3.4 Fully Automatic Detection results

Finally, we tested the combination of the liver segmentation network (FCN-8s with neighbours) and the lesion detection network (FCN-4s with neighbours) to automatically extract the liver and detect the lesions in the liver segmentation result. We achieved a TPR of 0.86 and an FPC of 0.6 using the fully automatic algorithm. These results are close to the detection results achieved using the manual segmentation of the liver with a lower TPR but a better FPC. The liver automatic segmentation output usually did not include some of the boundary pixels which are darker and less similar to the liver parenchyma. These dark boundary pixels can be falsely detected as a lesion.

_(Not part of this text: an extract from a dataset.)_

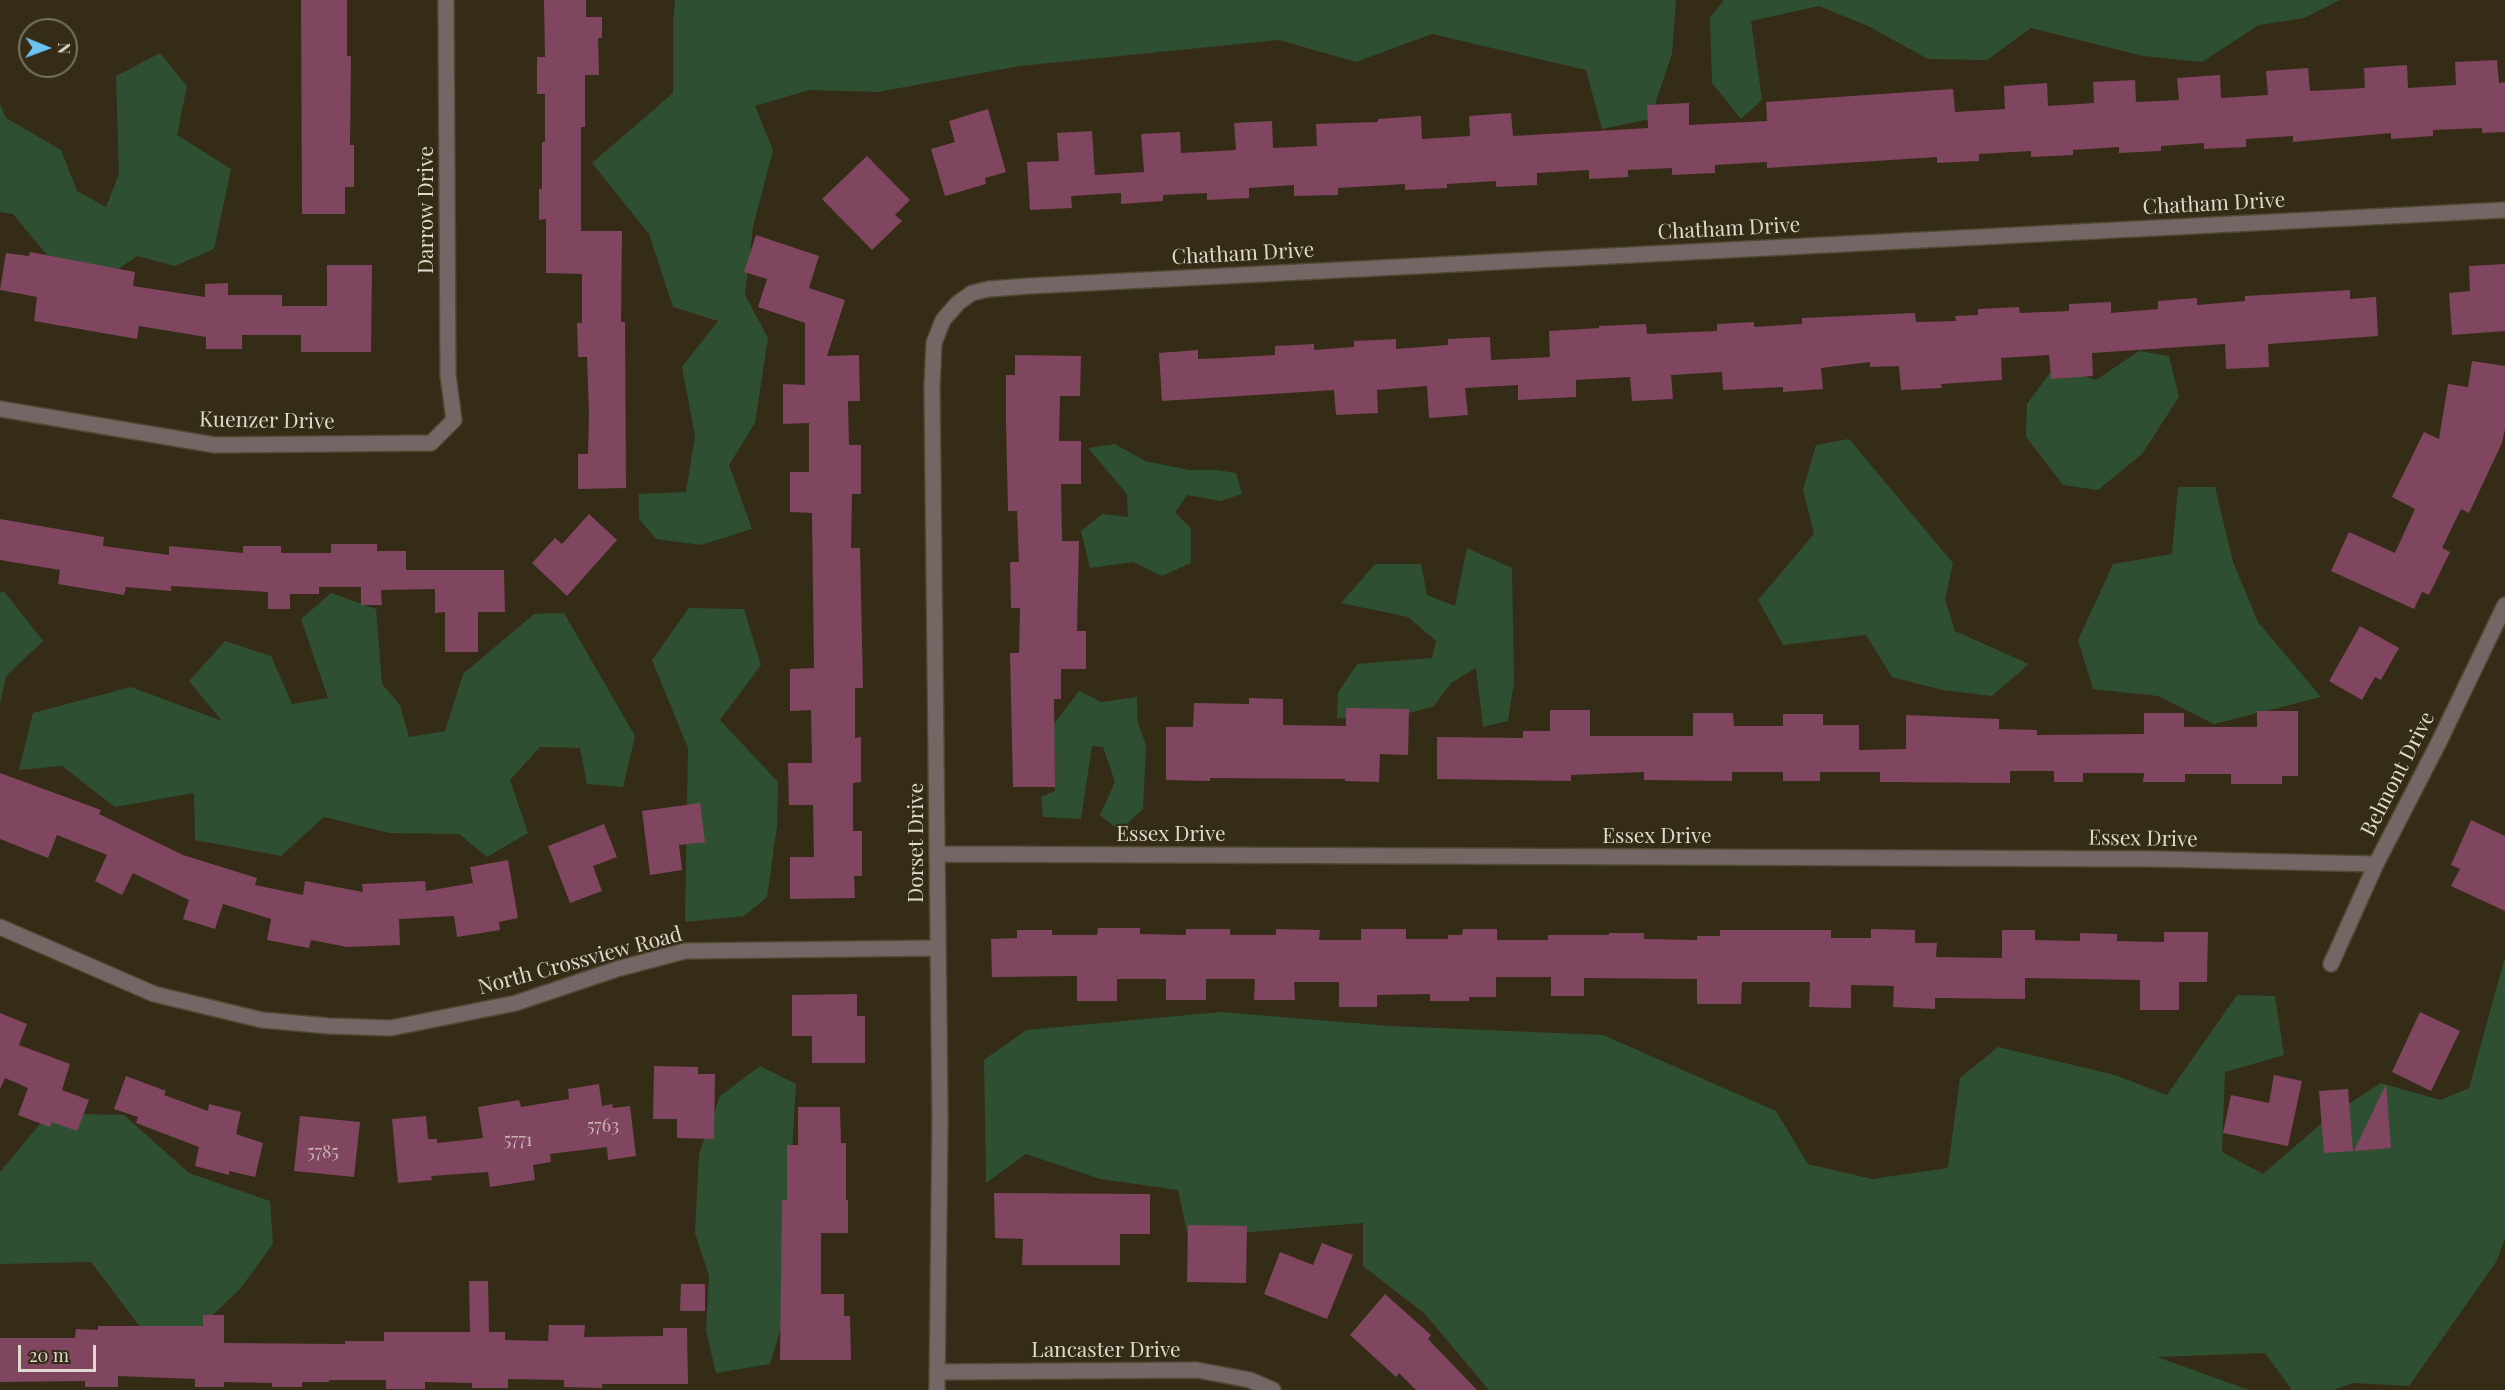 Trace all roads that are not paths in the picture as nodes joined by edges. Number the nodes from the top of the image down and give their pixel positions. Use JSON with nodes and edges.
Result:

This was the main reason for the improvement in FPC when using the automatic segmentation in comparison to the manual one.

Fig. 3.
figure 3

Synthetic data experiments: (a) Original image; (b) The lesion filled with a fixed value equal to it’s mean Hounsfield Units (HU) value; (c) The boundary of the lesion blurred by giving it a fixed value equal to the mean parenchyma HU; (d) The lesion mean HU value equal to the parenchyma mean HU.

3.5 Synthetic Data Experiments

Trying to understand the FCN discriminative features we created three synthetic images: (1) The lesion filled with a fixed value equal to its mean Hounsfield Units (HU) value; (2)The boundary of the lesion blurred by giving it a fixed value equal to the mean parenchyma HU; (3) The lesion mean HU value equal to the parenchyma mean HU. By using a fixed value to all of the pixels inside the lesion we eliminate the lesion’s texture. Figure 3 shows that most of the pixels inside the lesion were misclassified as normal liver tissue. The pixels around the lesion’s boundary can look different than normal parenchyma, even if they are not part of the lesion. They are sometimes marked by the experts as part of the lesion and this causes false positives around the boundary of the lesion. The blurred boundary of the lesion reduced the amount of false positives around the lesion’s boundary by making it similar to the liver parenchyma. By making the mean HU value of the lesion equal to that of the mean HU value of the parenchyma we eliminate gray levels difference. In that case the lesion was not detected at all. These results indicate that the network learned the texture of the lesion and mostly relies on the gray level difference between the lesion and the liver parenchyma.

4 Conclusions

To conclude, we showed automated fully convolutional network for liver segmentation and detection of liver metastases in CT examinations. Several approaches were tested including state of the art sparse dictionary classification techniques and patch based CNN. The results indicate that the FCN with data augmentation, addition of neighbour slices, and appropriate class weights provided the best results. Note that we have a small dataset and testing was conducted with 3-fold cross-validation. The detection results are promising. Note that no significant pre-processing or post-processing was implemented in the suggested method. Adding these steps may increase lesion detection accuracy and enable more accurate segmentation as well. Future work entails expanding to 3D analysis on larger datasets.